Grand Palais est une pièce sur l'acte même de création et le lien qui l'unit aux remords, à sa « créature ». Julien Gaillard et Frédéric Vossier se sont répartis l'un la voix de Francis, l'autre celle de Georg. Singulier pari de mêler deux écritures, sans toucher à l'intégrité de l'une ou l'autre. Il en jaillit une pièce-poème modelée agilement de deux langues aussi fortes que singulières. Deux écritures qui traversent l'œuvre de Bacon, sa célèbre iconographie qui jonchait le sol de son atelier à Londres, qui vampirisent le dénouement tragique d'une violente histoire d'amour.


Les liens de l'écriture à leur modèle – la vie et l'œuvre de Francis Bacon – sont saisissants : les deux figures, Francis et Georg, et par conséquent les deux écritures, sont apposées et non pas conjuguées. Chacune est isolée à la manière d'un diptyque, à l'exception d'un passage dialogué, et le sens fluctue selon que l'on regarde/écoute l'une ou l'autre partie du diptyque, ou les deux.


Cet isolement des deux partitions de Francis et de Georg permet également de conjurer le caractère figuratif, illustratif, trop narratif du fragment de vie, du fait divers, décrit plus haut.
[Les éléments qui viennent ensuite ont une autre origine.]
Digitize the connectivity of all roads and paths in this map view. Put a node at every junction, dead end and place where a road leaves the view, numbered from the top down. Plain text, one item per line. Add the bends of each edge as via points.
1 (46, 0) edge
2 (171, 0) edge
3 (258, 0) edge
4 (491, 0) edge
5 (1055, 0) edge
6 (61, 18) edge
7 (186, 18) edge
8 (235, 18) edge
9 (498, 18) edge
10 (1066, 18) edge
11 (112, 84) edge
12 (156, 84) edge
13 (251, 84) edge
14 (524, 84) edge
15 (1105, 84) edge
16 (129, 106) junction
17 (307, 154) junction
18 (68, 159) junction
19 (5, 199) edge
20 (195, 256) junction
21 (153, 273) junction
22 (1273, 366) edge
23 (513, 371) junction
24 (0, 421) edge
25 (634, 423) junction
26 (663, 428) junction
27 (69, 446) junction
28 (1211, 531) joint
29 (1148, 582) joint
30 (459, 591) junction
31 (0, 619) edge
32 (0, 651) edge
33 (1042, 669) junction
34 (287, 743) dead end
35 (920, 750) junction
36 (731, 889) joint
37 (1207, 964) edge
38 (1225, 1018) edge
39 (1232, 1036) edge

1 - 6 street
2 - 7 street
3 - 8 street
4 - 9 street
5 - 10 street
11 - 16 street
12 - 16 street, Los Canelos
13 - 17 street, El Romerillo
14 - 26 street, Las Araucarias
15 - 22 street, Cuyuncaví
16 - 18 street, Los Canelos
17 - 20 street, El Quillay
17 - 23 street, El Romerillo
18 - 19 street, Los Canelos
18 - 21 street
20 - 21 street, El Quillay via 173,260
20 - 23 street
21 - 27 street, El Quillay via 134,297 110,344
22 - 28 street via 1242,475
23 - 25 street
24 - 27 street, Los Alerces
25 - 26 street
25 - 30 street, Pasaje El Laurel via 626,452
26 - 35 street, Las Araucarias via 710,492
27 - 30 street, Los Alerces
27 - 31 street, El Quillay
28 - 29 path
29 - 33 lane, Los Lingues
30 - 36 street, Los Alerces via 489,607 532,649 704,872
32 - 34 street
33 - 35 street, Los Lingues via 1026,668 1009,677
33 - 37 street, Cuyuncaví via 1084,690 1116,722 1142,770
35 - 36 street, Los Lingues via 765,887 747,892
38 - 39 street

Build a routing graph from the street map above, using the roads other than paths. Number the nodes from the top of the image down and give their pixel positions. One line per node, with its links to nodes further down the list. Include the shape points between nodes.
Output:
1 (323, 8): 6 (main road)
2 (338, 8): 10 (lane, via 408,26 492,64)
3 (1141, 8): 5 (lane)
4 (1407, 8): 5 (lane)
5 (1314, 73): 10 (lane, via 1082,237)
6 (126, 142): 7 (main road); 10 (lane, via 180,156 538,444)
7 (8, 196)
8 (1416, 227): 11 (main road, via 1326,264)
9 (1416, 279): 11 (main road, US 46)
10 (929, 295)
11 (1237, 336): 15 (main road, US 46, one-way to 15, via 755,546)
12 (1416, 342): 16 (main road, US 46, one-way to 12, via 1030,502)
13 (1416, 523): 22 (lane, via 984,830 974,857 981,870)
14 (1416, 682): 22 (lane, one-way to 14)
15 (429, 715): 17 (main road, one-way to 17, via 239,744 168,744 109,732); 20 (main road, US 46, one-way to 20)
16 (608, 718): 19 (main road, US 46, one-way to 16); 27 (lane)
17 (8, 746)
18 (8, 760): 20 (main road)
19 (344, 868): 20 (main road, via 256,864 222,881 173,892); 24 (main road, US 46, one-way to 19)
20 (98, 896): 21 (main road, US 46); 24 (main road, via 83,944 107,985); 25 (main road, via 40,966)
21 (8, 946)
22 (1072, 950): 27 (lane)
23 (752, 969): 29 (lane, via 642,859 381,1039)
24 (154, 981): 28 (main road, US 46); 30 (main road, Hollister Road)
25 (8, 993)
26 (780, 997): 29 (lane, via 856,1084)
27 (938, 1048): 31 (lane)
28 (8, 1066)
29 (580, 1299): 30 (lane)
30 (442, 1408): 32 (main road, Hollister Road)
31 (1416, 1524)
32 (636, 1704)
L'écriture ici invente un rapport du rythme avec la sensation. Il ne s'agit pas de reproduire ou d'inventer des formes, mais de capter des forces, d'enregistrer des instincts. On y reconnaît les terrains de jeu du diable Bacon : anges écorchés, viande, carcasses, chair, têtes, anatomie, dissections, autopsies, sexe. Corps mus par des mouvements réflexes, des diarrhées, vomissements, spasmes, contractions, rires, sourires, éclats de rire, toux, cri, coups, orgasmes et éjaculations. Dans Grand Palais, il s'agit, par la langue, d'atteindre le spectateur directement, d'attaquer son système nerveux. Sans histoire, sans long discours, sans passer par le cerveau.